In this study, we analyzed the data from an AI-based ECG remote monitoring equipment (i-Holter). Among 16,408 patients, 3,350 patients were alerted due to critical ECG values and subsequently, 8,874 phone calls were made for the alerts. All fatal situations were managed properly (e.g., pacemaker implantation, stents for AMI, defibrillation for fatal ventricular arrhythmias, and medical treatment for supraventricular tachycardia). Our results suggested that AI-based ECG remote monitoring can monitor patients large-scale, analyze high volumes of data, detect and diagnose the arrhythmias in a rapid and accurate manner, and initiate the alert for fatal arrhythmias in time, therefore saving lives and reducing mortality.

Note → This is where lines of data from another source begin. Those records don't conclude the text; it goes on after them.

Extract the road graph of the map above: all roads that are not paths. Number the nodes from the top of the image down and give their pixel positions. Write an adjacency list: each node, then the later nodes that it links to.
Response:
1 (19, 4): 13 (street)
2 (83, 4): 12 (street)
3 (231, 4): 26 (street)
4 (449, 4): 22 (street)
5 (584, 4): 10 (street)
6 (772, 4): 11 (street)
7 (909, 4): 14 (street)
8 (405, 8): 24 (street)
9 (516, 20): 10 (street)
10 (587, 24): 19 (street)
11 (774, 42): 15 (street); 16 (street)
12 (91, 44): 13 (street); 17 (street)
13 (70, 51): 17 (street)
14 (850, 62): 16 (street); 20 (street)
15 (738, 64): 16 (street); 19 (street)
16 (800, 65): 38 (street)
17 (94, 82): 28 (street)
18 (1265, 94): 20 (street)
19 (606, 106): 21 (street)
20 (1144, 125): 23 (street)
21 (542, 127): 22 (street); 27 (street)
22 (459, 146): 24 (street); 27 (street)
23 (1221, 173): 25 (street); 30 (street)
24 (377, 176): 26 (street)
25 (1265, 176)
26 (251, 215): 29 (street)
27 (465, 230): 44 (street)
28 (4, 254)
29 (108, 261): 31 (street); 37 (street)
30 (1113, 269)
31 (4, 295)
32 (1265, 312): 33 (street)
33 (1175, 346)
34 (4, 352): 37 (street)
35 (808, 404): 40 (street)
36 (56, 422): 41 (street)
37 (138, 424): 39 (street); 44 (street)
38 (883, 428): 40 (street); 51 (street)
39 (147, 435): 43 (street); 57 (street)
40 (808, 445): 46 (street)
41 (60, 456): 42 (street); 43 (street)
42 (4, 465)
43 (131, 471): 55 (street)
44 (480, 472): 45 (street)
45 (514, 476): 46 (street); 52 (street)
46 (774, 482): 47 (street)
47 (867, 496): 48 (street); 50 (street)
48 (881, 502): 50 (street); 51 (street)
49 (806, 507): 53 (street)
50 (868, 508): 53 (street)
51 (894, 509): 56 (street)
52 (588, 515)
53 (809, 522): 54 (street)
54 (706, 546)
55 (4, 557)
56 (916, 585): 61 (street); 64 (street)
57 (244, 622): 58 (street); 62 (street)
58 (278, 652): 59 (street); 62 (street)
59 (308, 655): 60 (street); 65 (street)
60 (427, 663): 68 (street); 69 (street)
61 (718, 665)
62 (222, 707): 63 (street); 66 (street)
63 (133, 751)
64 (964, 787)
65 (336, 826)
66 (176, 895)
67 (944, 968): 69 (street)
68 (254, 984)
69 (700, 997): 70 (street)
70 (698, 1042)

AI-ECG technology can effectively process interference signals and reduce the impact of interference on the accuracy of image judgment, support 72 special ECG diagnosis types with more detailed judgment, high accuracy and stability, and it will not suffer from quality degradation due to long working hours as well (6, 16-18). The average time for traditional manual analysis of a 24-hour Holter electrocardiogram is 20-30 minutes, while the AI-ECG algorithm analysis time for a 24-hour Holter electrocardiogram is about 1-5 minutes (15). Fast speed and high accuracy rates can greatly reduce the overall analysis time. This i-Holter AI-based ECG analysis system comes from nearly 30 million accurately labeled data fragments of 300,000 patients. Using 1 million independent test data for testing, the accuracy rate can reach 95.2%. For some special arrhythmias, such as atrial fibrillation, the positive prediction rate can reach 99%, which is significantly higher than traditional analysis (~70%) (15). The analysis and early warnings can automatically track the dynamic change trend of patient data according to the different physical conditions of each patient, and deduce the personalized alarm threshold, which greatly improves the effective early warning rate and reduces false alarms (15).

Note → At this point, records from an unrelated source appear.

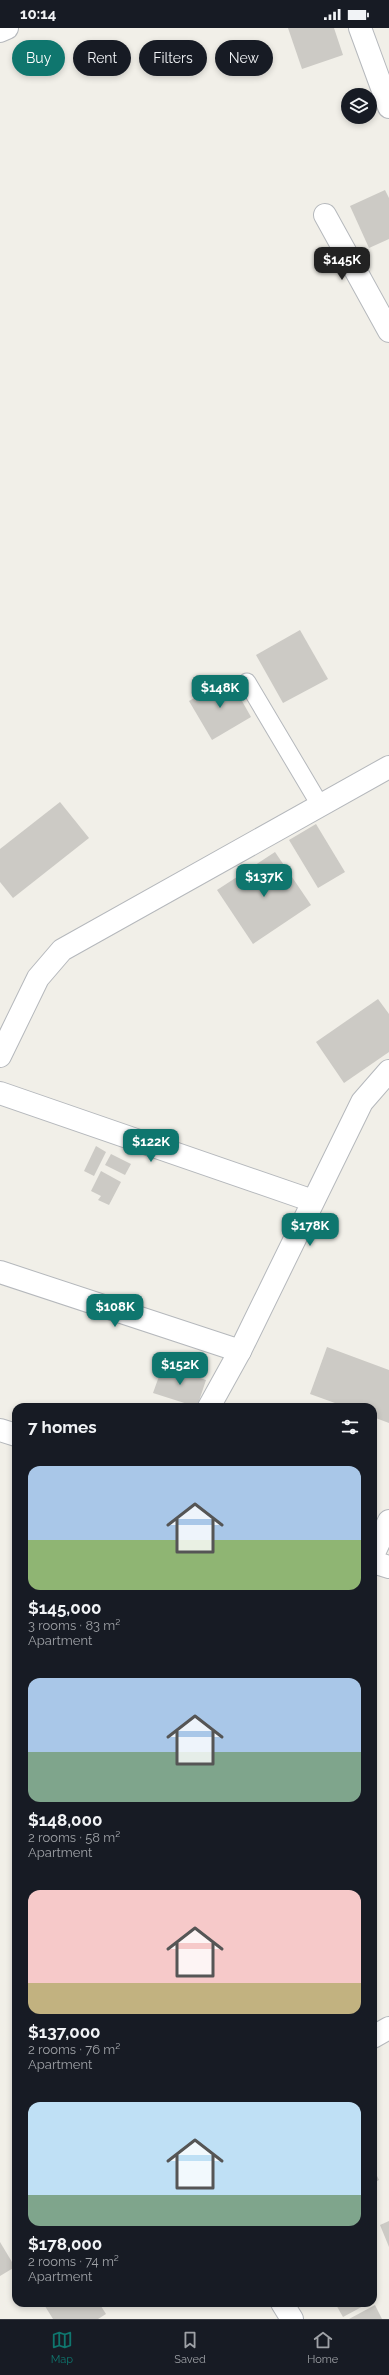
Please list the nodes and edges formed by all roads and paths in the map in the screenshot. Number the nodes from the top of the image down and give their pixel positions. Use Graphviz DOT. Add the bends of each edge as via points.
graph roads {
  1 [pos="7,28"];
  2 [pos="360,28"];
  3 [pos="0,31"];
  4 [pos="389,107"];
  5 [pos="325,215"];
  6 [pos="389,331"];
  7 [pos="247,682"];
  8 [pos="389,767"];
  9 [pos="320,805"];
  10 [pos="0,1056"];
  11 [pos="389,1071"];
  12 [pos="0,1093"];
  13 [pos="313,1202"];
  14 [pos="0,1272"];
  15 [pos="240,1351"];
  16 [pos="211,1403"];
  17 [pos="0,1430"];
  18 [pos="12,1434"];
  19 [pos="389,1521"];
  20 [pos="377,1546"];
  21 [pos="377,1563"];
  22 [pos="389,1567"];
  23 [pos="389,2028"];
  24 [pos="377,2035"];
  25 [pos="284,2307"];
  26 [pos="292,2319"];
  1 -- 3 [label="street"];
  2 -- 4 [label="street"];
  5 -- 6 [label="street"];
  7 -- 9 [label="lane"];
  8 -- 9 [label="street"];
  9 -- 10 [label="street" via="62,950 38,978"];
  11 -- 13 [label="street" via="362,1102"];
  12 -- 13 [label="street"];
  13 -- 15 [label="street"];
  14 -- 15 [label="street"];
  15 -- 16 [label="street"];
  17 -- 18 [label="street"];
  19 -- 20 [label="street"];
  21 -- 22 [label="street"];
  23 -- 24 [label="street"];
  25 -- 26 [label="street"];
}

In conclusion, i-Holter is a reliable real-time ECG remote monitoring equipment that can provide rapid early warning and accurate diagnosis, and help clinicians manage patients efficiently, thus improving patients’ prognosis and reducing mortality. This AI-based ECG monitoring system can provide a low-cost and effective solution to the challenges of high-volume ECG data analysis and the need for a rapid and accurate diagnosis.
CONFLICT OF INTERESTS STATEMENT
The authors declare no conflict or competing interest with respect to the authorship and publication of this article. The authors have no financial relationship with any organization.
DISCLOSURE OF FUNDING SUPPORT
This manuscript did not receive any specific grant from funding agencies in the public, commercial, or not-for-profit sectors.
CONSENT FOR PUBLICATION
All authors have read and agreed to the published version of the manuscript.